Jubilation as a new French sailing hero is made, and the solo course record is decimated

A new French sailing hero was made tonight as Vincent Riou returned home, triumphant, to win the Vendée Globe solo round the world race. His arrival was greeted by a fervour almost impossible to imagine outside France. At a few minutes to midnight on a bitingly cold midweek night, hundreds of sailors had put out to sea to escort his boat, PRB, back to the finishing line off Les Sables d’Olonne. As PRB crossed at last, a fusillade of red flares illuminated the thousands of spectators jammed along the seafront of this out-of-season Biscay town.

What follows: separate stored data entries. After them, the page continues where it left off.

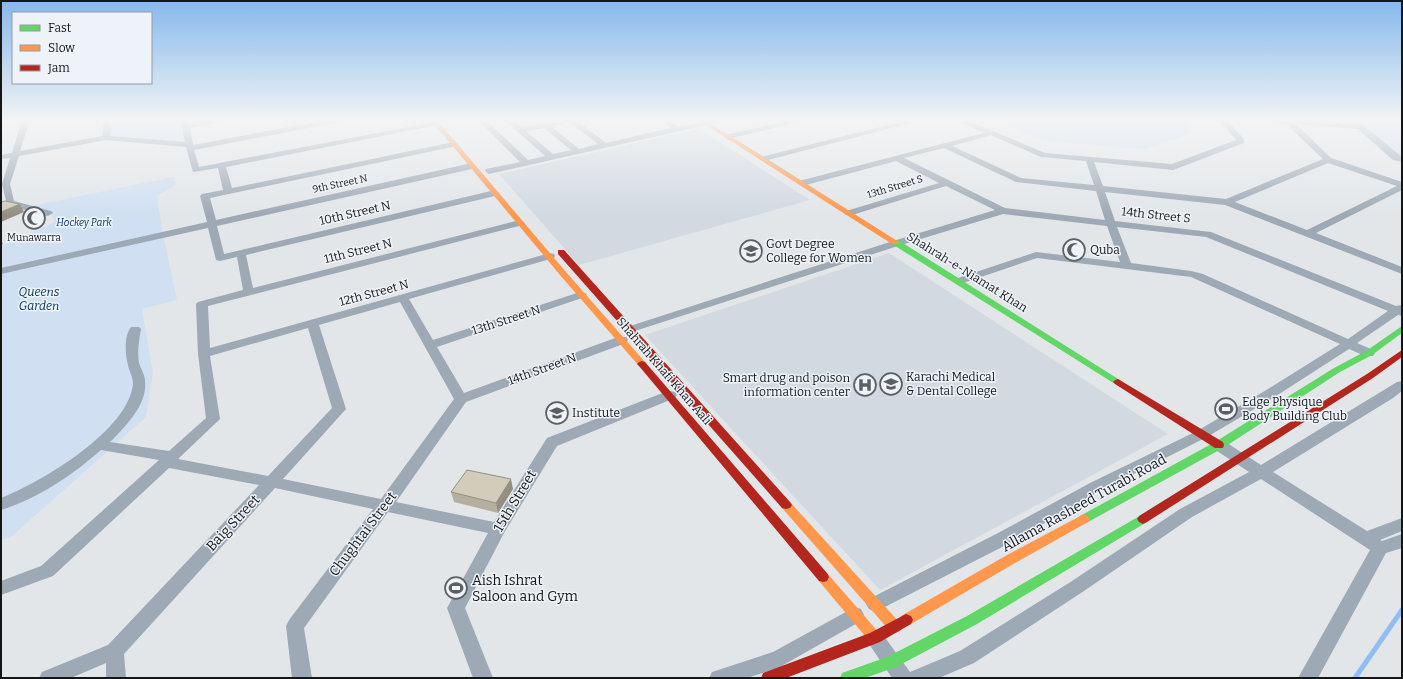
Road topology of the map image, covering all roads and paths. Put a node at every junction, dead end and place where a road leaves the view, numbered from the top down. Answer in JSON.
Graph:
{"nodes":[{"id":1,"x":29,"y":152,"type":"edge"},
{"id":2,"x":191,"y":152,"type":"edge"},
{"id":3,"x":287,"y":152,"type":"edge"},
{"id":4,"x":417,"y":152,"type":"edge"},
{"id":5,"x":460,"y":152,"type":"edge"},
{"id":6,"x":469,"y":152,"type":"edge"},
{"id":7,"x":514,"y":152,"type":"edge"},
{"id":8,"x":545,"y":152,"type":"edge"},
{"id":9,"x":578,"y":152,"type":"edge"},
{"id":10,"x":752,"y":152,"type":"edge"},
{"id":11,"x":793,"y":152,"type":"edge"},
{"id":12,"x":923,"y":152,"type":"edge"},
{"id":13,"x":958,"y":152,"type":"edge"},
{"id":14,"x":1036,"y":152,"type":"edge"},
{"id":15,"x":1214,"y":152,"type":"edge"},
{"id":16,"x":1319,"y":152,"type":"edge"},
{"id":17,"x":1389,"y":152,"type":"edge"},
{"id":18,"x":16,"y":154,"type":"junction"},
{"id":19,"x":1,"y":156,"type":"edge"},
{"id":20,"x":552,"y":158,"type":"junction"},
{"id":21,"x":897,"y":158,"type":"junction"},
{"id":22,"x":764,"y":159,"type":"junction"},
{"id":23,"x":1089,"y":159,"type":"junction"},
{"id":24,"x":1328,"y":160,"type":"junction"},
{"id":25,"x":1402,"y":160,"type":"edge"},
{"id":26,"x":526,"y":163,"type":"junction"},
{"id":27,"x":221,"y":165,"type":"junction"},
{"id":28,"x":474,"y":169,"type":"junction"},
{"id":29,"x":490,"y":173,"type":"junction"},
{"id":30,"x":802,"y":183,"type":"junction"},
{"id":31,"x":947,"y":183,"type":"junction"},
{"id":32,"x":1402,"y":186,"type":"edge"},
{"id":33,"x":1099,"y":188,"type":"junction"},
{"id":34,"x":228,"y":191,"type":"junction"},
{"id":35,"x":495,"y":193,"type":"junction"},
{"id":36,"x":1227,"y":202,"type":"junction"},
{"id":37,"x":1003,"y":211,"type":"junction"},
{"id":38,"x":849,"y":212,"type":"junction"},
{"id":39,"x":48,"y":213,"type":"dead end"},
{"id":40,"x":534,"y":222,"type":"dead end"},
{"id":41,"x":212,"y":223,"type":"junction"},
{"id":42,"x":1111,"y":223,"type":"junction"},
{"id":43,"x":521,"y":224,"type":"junction"},
{"id":44,"x":1308,"y":234,"type":"junction"},
{"id":45,"x":898,"y":243,"type":"junction"},
{"id":46,"x":553,"y":251,"type":"junction"},
{"id":47,"x":241,"y":254,"type":"junction"},
{"id":48,"x":1126,"y":265,"type":"junction"},
{"id":49,"x":1,"y":271,"type":"edge"},
{"id":50,"x":1402,"y":271,"type":"edge"},
{"id":51,"x":959,"y":281,"type":"junction"},
{"id":52,"x":595,"y":290,"type":"junction"},
{"id":53,"x":249,"y":293,"type":"junction"},
{"id":54,"x":582,"y":295,"type":"junction"},
{"id":55,"x":403,"y":298,"type":"junction"},
{"id":56,"x":1400,"y":310,"type":"edge"},
{"id":57,"x":312,"y":323,"type":"junction"},
{"id":58,"x":135,"y":329,"type":"dead end"},
{"id":59,"x":631,"y":329,"type":"junction"},
{"id":60,"x":1402,"y":329,"type":"edge"},
{"id":61,"x":622,"y":340,"type":"junction"},
{"id":62,"x":1348,"y":344,"type":"junction"},
{"id":63,"x":430,"y":345,"type":"junction"},
{"id":64,"x":1369,"y":353,"type":"junction"},
{"id":65,"x":1402,"y":353,"type":"edge"},
{"id":66,"x":204,"y":354,"type":"junction"},
{"id":67,"x":1402,"y":385,"type":"edge"},
{"id":68,"x":670,"y":394,"type":"junction"},
{"id":69,"x":461,"y":399,"type":"junction"},
{"id":70,"x":1202,"y":434,"type":"junction"},
{"id":71,"x":99,"y":445,"type":"junction"},
{"id":72,"x":1219,"y":445,"type":"junction"},
{"id":73,"x":1240,"y":459,"type":"junction"},
{"id":74,"x":168,"y":460,"type":"junction"},
{"id":75,"x":1261,"y":472,"type":"junction"},
{"id":76,"x":270,"y":482,"type":"junction"},
{"id":77,"x":1,"y":504,"type":"edge"},
{"id":78,"x":385,"y":505,"type":"junction"},
{"id":79,"x":1402,"y":524,"type":"edge"},
{"id":80,"x":498,"y":529,"type":"junction"},
{"id":81,"x":1364,"y":539,"type":"junction"},
{"id":82,"x":1402,"y":541,"type":"edge"},
{"id":83,"x":1380,"y":548,"type":"junction"},
{"id":84,"x":1,"y":588,"type":"edge"},
{"id":85,"x":875,"y":604,"type":"junction"},
{"id":86,"x":855,"y":615,"type":"junction"},
{"id":87,"x":895,"y":626,"type":"junction"},
{"id":88,"x":875,"y":638,"type":"junction"},
{"id":89,"x":115,"y":651,"type":"junction"},
{"id":90,"x":892,"y":662,"type":"junction"},
{"id":91,"x":49,"y":678,"type":"edge"},
{"id":92,"x":116,"y":678,"type":"edge"},
{"id":93,"x":302,"y":678,"type":"edge"},
{"id":94,"x":482,"y":678,"type":"edge"},
{"id":95,"x":719,"y":678,"type":"edge"},
{"id":96,"x":768,"y":678,"type":"edge"},
{"id":97,"x":847,"y":678,"type":"edge"},
{"id":98,"x":903,"y":678,"type":"edge"},
{"id":99,"x":917,"y":678,"type":"edge"},
{"id":100,"x":1308,"y":678,"type":"edge"}],
"edges":[{"from":1,"to":18,"type":"street"},
{"from":2,"to":27,"type":"street"},
{"from":3,"to":27,"type":"street"},
{"from":4,"to":34,"type":"street"},
{"from":5,"to":28,"type":"main road","name":"Shahrah Khafi Khan Aali"},
{"from":6,"to":29,"type":"main road"},
{"from":7,"to":26,"type":"street"},
{"from":8,"to":20,"type":"street"},
{"from":9,"to":20,"type":"street"},
{"from":10,"to":22,"type":"main road","name":"Shahrah-e-Niamat Khan"},
{"from":11,"to":22,"type":"street"},
{"from":12,"to":21,"type":"street"},
{"from":13,"to":33,"type":"street"},
{"from":14,"to":23,"type":"street"},
{"from":15,"to":23,"type":"street"},
{"from":16,"to":24,"type":"street"},
{"from":17,"to":25,"type":"street"},
{"from":18,"to":19,"type":"street"},
{"from":18,"to":39,"type":"street"},
{"from":20,"to":26,"type":"street"},
{"from":21,"to":30,"type":"street"},
{"from":21,"to":31,"type":"street"},
{"from":22,"to":30,"type":"main road","name":"Shahrah-e-Niamat Khan"},
{"from":23,"to":33,"type":"street"},
{"from":24,"to":32,"type":"street"},
{"from":24,"to":36,"type":"street"},
{"from":26,"to":29,"type":"street"},
{"from":27,"to":34,"type":"street"},
{"from":28,"to":29,"type":"main road"},
{"from":28,"to":35,"type":"main road","name":"Shahrah Khafi Khan Aali"},
{"from":28,"to":41,"type":"street","name":"9th Street N"},
{"from":30,"to":38,"type":"main road","name":"Shahrah-e-Niamat Khan"},
{"from":31,"to":37,"type":"street"},
{"from":31,"to":38,"type":"street","name":"13th Street S"},
{"from":32,"to":44,"type":"street"},
{"from":33,"to":36,"type":"street"},
{"from":33,"to":42,"type":"street"},
{"from":34,"to":41,"type":"street"},
{"from":35,"to":43,"type":"main road","name":"Shahrah Khafi Khan Aali"},
{"from":35,"to":47,"type":"street","name":"10th Street N"},
{"from":36,"to":44,"type":"street"},
{"from":37,"to":42,"type":"street","name":"14th Street S"},
{"from":37,"to":45,"type":"street","name":"14th Street S"},
{"from":38,"to":45,"type":"main road","name":"Shahrah-e-Niamat Khan"},
{"from":40,"to":43,"type":"main road"},
{"from":41,"to":47,"type":"street","name":"10th Street N"},
{"from":41,"to":49,"type":"street","name":"9th Street N"},
{"from":42,"to":48,"type":"street"},
{"from":42,"to":56,"type":"street","name":"14th Street S"},
{"from":43,"to":46,"type":"main road","name":"Shahrah Khafi Khan Aali"},
{"from":43,"to":53,"type":"street","name":"11th Street N"},
{"from":44,"to":50,"type":"street"},
{"from":45,"to":51,"type":"main road","name":"Shahrah-e-Niamat Khan"},
{"from":45,"to":59,"type":"street","name":"14th Street S"},
{"from":46,"to":52,"type":"main road","name":"Shahrah Khafi Khan Aali"},
{"from":46,"to":54,"type":"main road","name":"Shahrah Khafi Khan Aali"},
{"from":46,"to":55,"type":"street","name":"12th Street N"},
{"from":47,"to":53,"type":"street"},
{"from":48,"to":51,"type":"street"},
{"from":48,"to":62,"type":"street"},
{"from":51,"to":70,"type":"main road","name":"Shahrah-e-Niamat Khan"},
{"from":52,"to":54,"type":"main road"},
{"from":52,"to":59,"type":"main road","name":"Shahrah Khafi Khan Aali"},
{"from":53,"to":66,"type":"street","name":"11th Street N"},
{"from":54,"to":61,"type":"main road","name":"Shahrah Khafi Khan Aali"},
{"from":54,"to":63,"type":"street","name":"13th Street N"},
{"from":55,"to":57,"type":"street","name":"12th Street N"},
{"from":55,"to":63,"type":"street"},
{"from":56,"to":62,"type":"street"},
{"from":57,"to":66,"type":"street","name":"12th Street N"},
{"from":57,"to":76,"type":"street","name":"Baig Street"},
{"from":58,"to":71,"type":"street"},
{"from":59,"to":85,"type":"main road","name":"Shahrah Khafi Khan Aali"},
{"from":60,"to":64,"type":"main road","name":"Allama Rasheed Turabi Road"},
{"from":61,"to":68,"type":"main road","name":"Shahrah Khafi Khan Aali"},
{"from":61,"to":69,"type":"street","name":"14th Street N"},
{"from":62,"to":64,"type":"street"},
{"from":62,"to":70,"type":"street"},
{"from":63,"to":69,"type":"street"},
{"from":64,"to":72,"type":"main road","name":"Allama Rasheed Turabi Road"},
{"from":65,"to":73,"type":"main road"},
{"from":66,"to":74,"type":"street"},
{"from":67,"to":75,"type":"street"},
{"from":68,"to":80,"type":"street","name":"15th Street"},
{"from":68,"to":86,"type":"main road","name":"Shahrah Khafi Khan Aali"},
{"from":69,"to":78,"type":"street","name":"Chughtai Street"},
{"from":70,"to":72,"type":"main road","name":"Shahrah-e-Niamat Khan"},
{"from":70,"to":85,"type":"street"},
{"from":71,"to":74,"type":"street"},
{"from":71,"to":77,"type":"street"},
{"from":72,"to":73,"type":"street"},
{"from":72,"to":87,"type":"main road","name":"Allama Rasheed Turabi Road"},
{"from":73,"to":75,"type":"street"},
{"from":73,"to":90,"type":"main road"},
{"from":74,"to":76,"type":"street"},
{"from":74,"to":84,"type":"street"},
{"from":75,"to":81,"type":"street"},
{"from":75,"to":99,"type":"street"},
{"from":76,"to":78,"type":"street"},
{"from":76,"to":89,"type":"street","name":"Baig Street"},
{"from":78,"to":80,"type":"street"},
{"from":78,"to":93,"type":"street","name":"Chughtai Street"},
{"from":79,"to":81,"type":"street"},
{"from":80,"to":94,"type":"street","name":"15th Street"},
{"from":81,"to":83,"type":"street"},
{"from":82,"to":83,"type":"street"},
{"from":83,"to":100,"type":"street"},
{"from":85,"to":87,"type":"main road","name":"Shahrah Khafi Khan Aali"},
{"from":86,"to":88,"type":"main road","name":"Shahrah Khafi Khan Aali"},
{"from":86,"to":95,"type":"street"},
{"from":87,"to":88,"type":"main road","name":"Allama Rasheed Turabi Road"},
{"from":88,"to":90,"type":"street"},
{"from":88,"to":96,"type":"main road","name":"Allama Rasheed Turabi Road"},
{"from":89,"to":91,"type":"street","name":"Baig Street"},
{"from":89,"to":92,"type":"street"},
{"from":90,"to":97,"type":"main road"},
{"from":90,"to":98,"type":"street"}]}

Riou, 33, has never won a major race before, but tonight he has claimed victory what is surely the hardest ocean race of all. More than that, Riou has decimated Michel Desjoyeaux’s course record of 2001 by six days. And incredibly, he has done it in the very same boat.

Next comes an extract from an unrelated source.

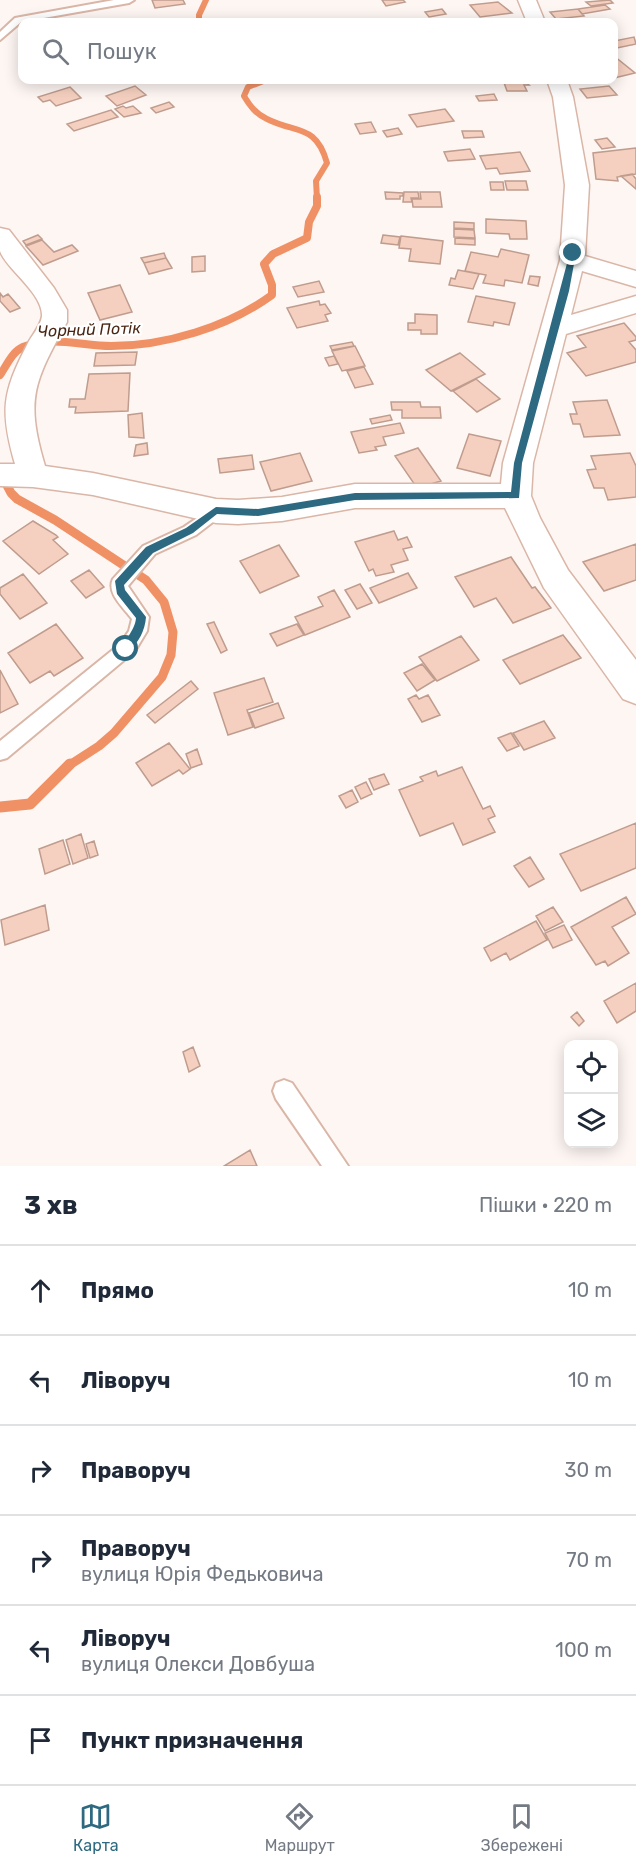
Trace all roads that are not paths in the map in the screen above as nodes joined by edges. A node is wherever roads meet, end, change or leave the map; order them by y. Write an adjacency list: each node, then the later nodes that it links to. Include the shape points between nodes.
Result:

Then he was a key member of Michel Desjoyeaux’s technical team. When Riou became her new skipper and the latest torch-bearer of PRB’s long involvement in the Vendée Globe, he made the boat lighter and more powerful, more able to match the speeds of the newer boats. Ultimately, though, such a race has to be won through skill and seamanship. Riou has sailed it near-perfectly, leading for nearly half of the course round the world and carefully preserving PRB all the way round.

He will be coming ashore for a press conference shortly and we will bring you some of his comments and answers later.

Jean Le Cam on Bonduelle is expected to cross the line tomorrow morning in 2nd place. Mike Golding is still just under 200 miles away in 3rd place and should arrive sometime during Thursday night or early Friday morning.